11/14/2017 30 Comments

I Killed My Daughter’s Fish

I killed my daughter’s fish. Ugh.

No, like really…a big “UGH”!!

Like my husband said to me, I’m surprised I didn’t kill it sooner.

I’ll be honest with you, keeping kids and dogs alive — I’ve got that down. I can do that sh*t with my eyes closed and hands tied behind my back (although I probably shouldn’t). But fish and plants, even when I try to tend to them properly…scratch that — I never actually follow guidelines for caring for them. AND THEREIN LIES THE PROBLEM.

So how did the fish die? In truth, it was probably a compilation of things including not cleaning the tank often enough and then when I did go to clean it, I believe the water was too cold for the poor little guy. Gosh, I’m a bad person! Why? Well, because I knew that the water was cold when I put him in it, but I had just done the same thing to his friend (yes, my son has a fish too), and his friend seemed to remain lively (enough at least) that I assumed I could get away with cold water a second time.

Cue the fish activists who are going to come out in droves to crucify me for not being more careful with life’s creatures. To those of you who want to rip me a new one right now, let me say that I understand where you are coming from and I in no way, shape, or form believe that little Mr. Fish’s life is less important than mine. I just made a careless mistake, which cost him his life and for that I will honestly feel bad forever (okay, not forever, but for a while). Actually, I am close to being over it already.

Since I am an optimist and I like to find the positive or humor in every situation — even the tough ones — I am going to do that here as well.

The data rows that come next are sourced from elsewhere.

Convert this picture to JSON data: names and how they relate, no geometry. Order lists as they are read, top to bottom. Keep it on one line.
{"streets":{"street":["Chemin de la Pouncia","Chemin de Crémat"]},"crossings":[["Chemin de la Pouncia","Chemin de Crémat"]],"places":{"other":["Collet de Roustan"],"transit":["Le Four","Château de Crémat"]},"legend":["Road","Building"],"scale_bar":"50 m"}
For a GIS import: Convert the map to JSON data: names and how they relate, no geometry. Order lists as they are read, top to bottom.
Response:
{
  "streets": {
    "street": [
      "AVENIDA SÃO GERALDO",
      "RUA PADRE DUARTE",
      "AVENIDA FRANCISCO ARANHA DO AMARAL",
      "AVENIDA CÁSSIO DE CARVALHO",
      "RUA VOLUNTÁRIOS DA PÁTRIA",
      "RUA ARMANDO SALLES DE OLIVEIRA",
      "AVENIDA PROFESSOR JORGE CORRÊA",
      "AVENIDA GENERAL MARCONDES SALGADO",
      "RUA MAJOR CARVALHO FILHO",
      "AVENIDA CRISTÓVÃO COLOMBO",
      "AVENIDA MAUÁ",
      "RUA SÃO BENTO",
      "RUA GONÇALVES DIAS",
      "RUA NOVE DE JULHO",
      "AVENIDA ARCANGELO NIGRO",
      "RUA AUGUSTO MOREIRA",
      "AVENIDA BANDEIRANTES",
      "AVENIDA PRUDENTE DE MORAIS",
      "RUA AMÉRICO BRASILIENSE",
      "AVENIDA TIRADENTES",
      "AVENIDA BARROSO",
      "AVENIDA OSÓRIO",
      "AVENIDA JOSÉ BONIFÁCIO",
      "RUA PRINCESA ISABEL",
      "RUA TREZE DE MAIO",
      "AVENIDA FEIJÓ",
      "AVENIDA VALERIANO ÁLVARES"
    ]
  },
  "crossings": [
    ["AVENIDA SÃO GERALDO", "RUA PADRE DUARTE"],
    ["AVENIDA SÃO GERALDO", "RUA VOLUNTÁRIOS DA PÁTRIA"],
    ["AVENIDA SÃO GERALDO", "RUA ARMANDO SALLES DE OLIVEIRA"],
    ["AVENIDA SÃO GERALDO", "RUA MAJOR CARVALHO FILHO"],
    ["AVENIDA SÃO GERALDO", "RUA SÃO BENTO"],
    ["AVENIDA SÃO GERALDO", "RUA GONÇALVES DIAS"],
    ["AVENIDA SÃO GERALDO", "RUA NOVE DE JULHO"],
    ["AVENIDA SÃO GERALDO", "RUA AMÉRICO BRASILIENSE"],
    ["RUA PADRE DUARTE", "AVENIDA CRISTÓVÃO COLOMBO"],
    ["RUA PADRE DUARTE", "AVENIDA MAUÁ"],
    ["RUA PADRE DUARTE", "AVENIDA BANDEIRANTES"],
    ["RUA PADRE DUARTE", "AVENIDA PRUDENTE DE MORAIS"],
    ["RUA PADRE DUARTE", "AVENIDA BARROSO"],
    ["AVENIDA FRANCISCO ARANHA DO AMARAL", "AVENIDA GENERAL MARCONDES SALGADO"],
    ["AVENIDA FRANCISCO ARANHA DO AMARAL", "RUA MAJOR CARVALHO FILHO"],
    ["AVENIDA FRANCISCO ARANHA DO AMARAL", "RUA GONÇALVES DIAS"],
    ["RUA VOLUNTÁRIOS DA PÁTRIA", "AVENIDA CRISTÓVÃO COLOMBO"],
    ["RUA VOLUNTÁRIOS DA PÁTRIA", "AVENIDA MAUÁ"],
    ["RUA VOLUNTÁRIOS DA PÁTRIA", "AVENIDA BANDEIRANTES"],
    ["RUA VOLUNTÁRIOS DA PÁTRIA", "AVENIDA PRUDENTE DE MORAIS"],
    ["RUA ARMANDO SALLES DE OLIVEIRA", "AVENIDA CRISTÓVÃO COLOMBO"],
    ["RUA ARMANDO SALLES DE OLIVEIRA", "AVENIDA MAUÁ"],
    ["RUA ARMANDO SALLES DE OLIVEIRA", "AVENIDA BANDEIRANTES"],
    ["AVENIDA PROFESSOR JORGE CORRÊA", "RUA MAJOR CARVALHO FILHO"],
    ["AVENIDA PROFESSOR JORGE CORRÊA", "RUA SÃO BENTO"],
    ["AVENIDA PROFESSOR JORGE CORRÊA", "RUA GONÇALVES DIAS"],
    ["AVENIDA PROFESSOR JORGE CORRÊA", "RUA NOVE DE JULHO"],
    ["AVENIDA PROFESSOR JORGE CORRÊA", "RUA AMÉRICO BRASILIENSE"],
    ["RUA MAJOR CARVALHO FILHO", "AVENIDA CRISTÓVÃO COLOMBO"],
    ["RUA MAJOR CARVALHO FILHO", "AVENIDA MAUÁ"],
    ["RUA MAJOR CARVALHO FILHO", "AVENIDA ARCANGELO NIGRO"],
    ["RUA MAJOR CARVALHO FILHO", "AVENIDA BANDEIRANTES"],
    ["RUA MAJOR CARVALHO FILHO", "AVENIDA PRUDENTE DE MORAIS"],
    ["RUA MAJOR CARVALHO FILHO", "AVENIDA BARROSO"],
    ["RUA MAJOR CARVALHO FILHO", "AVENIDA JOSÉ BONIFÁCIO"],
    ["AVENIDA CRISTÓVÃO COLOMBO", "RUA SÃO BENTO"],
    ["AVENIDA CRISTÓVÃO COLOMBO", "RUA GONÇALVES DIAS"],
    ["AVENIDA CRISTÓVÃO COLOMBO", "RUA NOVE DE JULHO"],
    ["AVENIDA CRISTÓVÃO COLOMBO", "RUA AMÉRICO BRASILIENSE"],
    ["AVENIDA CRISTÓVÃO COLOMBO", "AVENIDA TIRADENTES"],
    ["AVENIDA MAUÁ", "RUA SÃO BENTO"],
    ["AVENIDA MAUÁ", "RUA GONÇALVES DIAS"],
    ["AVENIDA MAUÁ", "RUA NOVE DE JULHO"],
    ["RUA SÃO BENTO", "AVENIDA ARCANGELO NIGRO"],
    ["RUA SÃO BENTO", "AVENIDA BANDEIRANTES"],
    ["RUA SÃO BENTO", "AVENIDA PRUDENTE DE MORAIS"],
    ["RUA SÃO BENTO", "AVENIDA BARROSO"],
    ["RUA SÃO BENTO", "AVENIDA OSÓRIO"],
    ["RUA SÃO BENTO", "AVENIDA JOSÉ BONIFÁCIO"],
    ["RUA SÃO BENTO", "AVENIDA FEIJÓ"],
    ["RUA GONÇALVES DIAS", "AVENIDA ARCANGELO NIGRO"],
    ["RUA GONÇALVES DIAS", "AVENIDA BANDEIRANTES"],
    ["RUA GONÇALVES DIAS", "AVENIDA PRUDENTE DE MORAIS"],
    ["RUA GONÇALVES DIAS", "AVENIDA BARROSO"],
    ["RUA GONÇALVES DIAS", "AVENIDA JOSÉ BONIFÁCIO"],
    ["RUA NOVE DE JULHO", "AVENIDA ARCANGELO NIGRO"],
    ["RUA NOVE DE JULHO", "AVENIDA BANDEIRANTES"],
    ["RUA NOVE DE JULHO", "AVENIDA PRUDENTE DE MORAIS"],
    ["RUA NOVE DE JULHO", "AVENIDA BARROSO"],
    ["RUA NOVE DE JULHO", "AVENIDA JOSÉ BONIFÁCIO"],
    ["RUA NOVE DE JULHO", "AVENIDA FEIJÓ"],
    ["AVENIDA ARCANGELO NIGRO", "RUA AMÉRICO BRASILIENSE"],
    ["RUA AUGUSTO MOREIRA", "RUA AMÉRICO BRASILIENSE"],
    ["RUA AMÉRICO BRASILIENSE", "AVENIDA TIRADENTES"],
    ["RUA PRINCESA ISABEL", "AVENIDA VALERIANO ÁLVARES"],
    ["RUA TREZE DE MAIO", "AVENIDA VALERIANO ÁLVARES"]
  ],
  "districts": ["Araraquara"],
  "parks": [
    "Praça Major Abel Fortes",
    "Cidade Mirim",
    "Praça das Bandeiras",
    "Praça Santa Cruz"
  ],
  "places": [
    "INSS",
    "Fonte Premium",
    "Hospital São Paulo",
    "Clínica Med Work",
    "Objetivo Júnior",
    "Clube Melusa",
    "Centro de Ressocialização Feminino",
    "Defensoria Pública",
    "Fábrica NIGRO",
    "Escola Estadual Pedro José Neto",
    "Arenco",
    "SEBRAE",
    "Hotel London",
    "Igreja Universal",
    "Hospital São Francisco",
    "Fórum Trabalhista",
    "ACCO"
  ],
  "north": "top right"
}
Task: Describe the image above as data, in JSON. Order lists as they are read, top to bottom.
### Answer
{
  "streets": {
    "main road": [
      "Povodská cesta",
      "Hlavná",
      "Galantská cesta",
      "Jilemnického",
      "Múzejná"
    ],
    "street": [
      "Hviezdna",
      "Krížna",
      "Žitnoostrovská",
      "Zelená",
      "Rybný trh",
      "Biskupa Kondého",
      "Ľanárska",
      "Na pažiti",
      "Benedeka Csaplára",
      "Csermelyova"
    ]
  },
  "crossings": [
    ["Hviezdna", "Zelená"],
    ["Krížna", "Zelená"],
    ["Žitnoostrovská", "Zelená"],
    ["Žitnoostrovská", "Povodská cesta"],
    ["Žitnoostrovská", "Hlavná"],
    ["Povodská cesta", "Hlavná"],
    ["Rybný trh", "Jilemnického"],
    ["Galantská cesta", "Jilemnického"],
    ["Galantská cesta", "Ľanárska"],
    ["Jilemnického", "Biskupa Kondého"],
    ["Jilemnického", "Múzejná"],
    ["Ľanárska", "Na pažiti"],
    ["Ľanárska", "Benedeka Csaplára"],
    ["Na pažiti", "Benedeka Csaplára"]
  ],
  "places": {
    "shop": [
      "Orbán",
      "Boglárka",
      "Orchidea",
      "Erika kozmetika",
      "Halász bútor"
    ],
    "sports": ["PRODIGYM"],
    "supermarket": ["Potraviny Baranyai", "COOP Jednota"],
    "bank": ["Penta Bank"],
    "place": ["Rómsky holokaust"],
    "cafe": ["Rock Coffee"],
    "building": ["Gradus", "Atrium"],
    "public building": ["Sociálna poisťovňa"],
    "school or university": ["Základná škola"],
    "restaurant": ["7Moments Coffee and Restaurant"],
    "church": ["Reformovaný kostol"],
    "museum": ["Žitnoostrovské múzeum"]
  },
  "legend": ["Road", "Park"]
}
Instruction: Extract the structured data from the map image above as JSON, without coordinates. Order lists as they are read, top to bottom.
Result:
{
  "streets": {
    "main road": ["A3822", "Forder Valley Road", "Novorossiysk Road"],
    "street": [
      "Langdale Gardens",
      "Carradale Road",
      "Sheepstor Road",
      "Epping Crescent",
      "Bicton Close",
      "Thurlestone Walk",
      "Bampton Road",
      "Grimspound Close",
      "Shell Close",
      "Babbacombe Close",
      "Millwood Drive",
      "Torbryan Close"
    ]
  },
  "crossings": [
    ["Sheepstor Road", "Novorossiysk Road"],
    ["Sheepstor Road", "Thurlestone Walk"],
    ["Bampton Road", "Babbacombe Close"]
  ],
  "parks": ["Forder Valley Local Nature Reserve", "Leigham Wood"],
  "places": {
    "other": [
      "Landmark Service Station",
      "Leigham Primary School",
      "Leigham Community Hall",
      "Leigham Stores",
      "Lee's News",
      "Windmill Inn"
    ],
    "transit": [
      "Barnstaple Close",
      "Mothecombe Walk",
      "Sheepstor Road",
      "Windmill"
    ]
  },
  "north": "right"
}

So why is this even something worth writing about? I will tell you. Because I learned a few things about myself and both my son and my daughter from this unfortunate passing.

When the fish went belly-up, literally, I felt so uncomfortable looking in his direction. I had to walk away and I called my husband in to confirm that Mr. Blue Fish had passed away. My husband and my son then gave him a spontaneous funeral, sang to him, and flushed him. Don’t criticize the decision to flush him, ok? It wasn’t even me that made the decision.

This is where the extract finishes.